Production-grade C++23 Telegram mirror/leech bot.
- What is CMLB?
- Feature matrix
- Quick start
- Configuration
- Commands
- Architecture
- Development
- License
- Acknowledgements
CMLB is a Telegram bot that turns a chat into a remote control for a download-and-upload pipeline. Send it a URL, magnet link, .torrent file, or RSS feed and CMLB will fetch the content, optionally repackage or transcode it, and deliver the result back into Telegram or out to cloud storage. It is the C++ successor to the popular Python mirror-leech bots, rebuilt from scratch with stricter typing, deterministic resource management, and an architecture that is meant to be auditable, not just functional.
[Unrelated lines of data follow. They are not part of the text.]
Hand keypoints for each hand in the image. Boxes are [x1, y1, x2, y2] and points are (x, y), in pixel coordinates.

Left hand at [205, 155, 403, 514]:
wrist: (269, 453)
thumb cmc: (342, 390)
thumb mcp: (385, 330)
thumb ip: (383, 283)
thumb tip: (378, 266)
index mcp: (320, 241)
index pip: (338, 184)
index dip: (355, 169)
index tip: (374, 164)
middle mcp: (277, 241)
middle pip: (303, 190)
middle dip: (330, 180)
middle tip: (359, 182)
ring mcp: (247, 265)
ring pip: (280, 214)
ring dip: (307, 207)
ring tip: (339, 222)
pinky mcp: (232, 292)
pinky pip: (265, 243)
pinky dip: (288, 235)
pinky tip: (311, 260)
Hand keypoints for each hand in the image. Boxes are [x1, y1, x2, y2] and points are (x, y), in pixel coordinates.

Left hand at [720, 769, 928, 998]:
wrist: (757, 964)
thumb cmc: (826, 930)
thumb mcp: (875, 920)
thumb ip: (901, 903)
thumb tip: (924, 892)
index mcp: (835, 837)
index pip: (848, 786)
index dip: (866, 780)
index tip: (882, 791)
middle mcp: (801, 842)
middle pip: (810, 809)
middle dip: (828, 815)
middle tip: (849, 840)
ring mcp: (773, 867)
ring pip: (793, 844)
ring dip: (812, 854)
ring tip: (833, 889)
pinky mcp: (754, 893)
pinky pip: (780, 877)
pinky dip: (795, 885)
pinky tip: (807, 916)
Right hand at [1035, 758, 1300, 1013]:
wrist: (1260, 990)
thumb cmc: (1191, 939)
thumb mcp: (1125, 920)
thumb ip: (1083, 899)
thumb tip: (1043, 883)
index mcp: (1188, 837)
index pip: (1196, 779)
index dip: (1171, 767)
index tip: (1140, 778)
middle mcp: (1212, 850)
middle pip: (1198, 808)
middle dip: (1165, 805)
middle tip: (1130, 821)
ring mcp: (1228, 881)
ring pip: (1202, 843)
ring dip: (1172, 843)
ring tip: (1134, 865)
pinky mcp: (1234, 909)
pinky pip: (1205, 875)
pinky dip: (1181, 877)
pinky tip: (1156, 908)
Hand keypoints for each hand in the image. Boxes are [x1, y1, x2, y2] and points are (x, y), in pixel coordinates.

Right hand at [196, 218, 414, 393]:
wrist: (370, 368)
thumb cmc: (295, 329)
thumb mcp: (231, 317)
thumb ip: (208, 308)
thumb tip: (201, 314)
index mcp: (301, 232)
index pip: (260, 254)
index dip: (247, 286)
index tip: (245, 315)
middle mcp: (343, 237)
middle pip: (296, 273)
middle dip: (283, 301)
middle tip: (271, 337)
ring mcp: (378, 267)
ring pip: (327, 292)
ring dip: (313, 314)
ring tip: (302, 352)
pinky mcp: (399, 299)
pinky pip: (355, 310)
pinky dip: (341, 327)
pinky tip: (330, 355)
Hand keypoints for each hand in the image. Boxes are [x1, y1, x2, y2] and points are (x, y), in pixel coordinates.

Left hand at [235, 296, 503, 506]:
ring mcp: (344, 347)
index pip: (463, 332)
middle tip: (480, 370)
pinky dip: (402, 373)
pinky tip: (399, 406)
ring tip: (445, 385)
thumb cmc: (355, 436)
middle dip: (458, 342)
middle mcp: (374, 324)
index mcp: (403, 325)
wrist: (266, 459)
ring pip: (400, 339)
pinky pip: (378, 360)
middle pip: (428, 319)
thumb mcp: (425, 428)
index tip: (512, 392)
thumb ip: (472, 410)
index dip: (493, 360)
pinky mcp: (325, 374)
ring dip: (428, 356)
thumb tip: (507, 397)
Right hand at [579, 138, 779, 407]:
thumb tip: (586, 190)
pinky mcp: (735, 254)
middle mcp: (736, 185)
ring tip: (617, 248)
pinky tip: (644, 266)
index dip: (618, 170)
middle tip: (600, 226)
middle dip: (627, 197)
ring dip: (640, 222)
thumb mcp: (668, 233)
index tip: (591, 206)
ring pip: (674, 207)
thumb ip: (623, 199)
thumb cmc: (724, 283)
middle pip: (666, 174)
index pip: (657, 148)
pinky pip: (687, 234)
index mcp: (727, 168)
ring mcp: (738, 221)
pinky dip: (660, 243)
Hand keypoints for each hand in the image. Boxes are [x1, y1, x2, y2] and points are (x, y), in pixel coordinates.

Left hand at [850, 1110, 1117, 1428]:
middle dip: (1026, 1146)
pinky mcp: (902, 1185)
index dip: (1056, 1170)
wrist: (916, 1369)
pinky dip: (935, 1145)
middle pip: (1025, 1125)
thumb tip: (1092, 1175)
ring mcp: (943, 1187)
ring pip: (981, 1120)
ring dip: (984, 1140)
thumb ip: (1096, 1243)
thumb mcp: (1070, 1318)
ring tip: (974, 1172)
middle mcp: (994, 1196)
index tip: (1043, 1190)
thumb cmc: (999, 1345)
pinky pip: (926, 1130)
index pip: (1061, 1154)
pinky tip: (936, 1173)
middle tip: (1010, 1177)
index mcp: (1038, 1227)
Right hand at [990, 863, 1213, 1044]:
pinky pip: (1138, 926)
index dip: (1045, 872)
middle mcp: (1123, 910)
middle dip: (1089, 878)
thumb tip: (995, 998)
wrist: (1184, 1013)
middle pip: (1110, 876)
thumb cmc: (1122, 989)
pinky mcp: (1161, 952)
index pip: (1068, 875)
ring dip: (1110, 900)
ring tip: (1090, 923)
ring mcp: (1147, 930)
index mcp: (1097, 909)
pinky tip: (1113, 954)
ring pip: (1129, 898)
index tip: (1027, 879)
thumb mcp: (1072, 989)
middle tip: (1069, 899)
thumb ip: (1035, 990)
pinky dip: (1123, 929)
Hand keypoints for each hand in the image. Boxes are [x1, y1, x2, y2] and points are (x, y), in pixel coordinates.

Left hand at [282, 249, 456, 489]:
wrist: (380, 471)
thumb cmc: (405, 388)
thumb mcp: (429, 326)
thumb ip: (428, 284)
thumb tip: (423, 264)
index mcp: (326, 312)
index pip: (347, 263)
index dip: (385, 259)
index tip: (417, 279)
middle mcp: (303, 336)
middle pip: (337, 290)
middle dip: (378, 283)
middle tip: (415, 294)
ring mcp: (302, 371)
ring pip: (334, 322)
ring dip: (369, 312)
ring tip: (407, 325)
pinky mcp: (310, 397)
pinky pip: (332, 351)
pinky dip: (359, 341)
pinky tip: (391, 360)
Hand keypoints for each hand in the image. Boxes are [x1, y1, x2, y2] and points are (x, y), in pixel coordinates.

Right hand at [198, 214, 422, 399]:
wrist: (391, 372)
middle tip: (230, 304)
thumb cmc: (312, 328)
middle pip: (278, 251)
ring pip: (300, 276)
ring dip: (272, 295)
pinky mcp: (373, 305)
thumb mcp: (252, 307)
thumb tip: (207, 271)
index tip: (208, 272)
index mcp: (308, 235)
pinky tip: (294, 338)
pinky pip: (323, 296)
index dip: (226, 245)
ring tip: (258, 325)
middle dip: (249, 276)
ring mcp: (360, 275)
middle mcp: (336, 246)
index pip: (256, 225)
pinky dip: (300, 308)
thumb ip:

The problem CMLB solves is operational: hobbyist mirror bots tend to be a single tangle of global state, ad-hoc subprocess management, and best-effort error handling. They work until they don't, and when they break the failure modes are opaque. CMLB approaches the same workflow as a long-running enterprise service. Every external I/O call goes through a typed adapter, every result is a Result<T> with a structured error code, every long task is cancellable through Asio cancellation slots, and every persistent fact lives in SQLite with versioned migrations rather than in ephemeral memory.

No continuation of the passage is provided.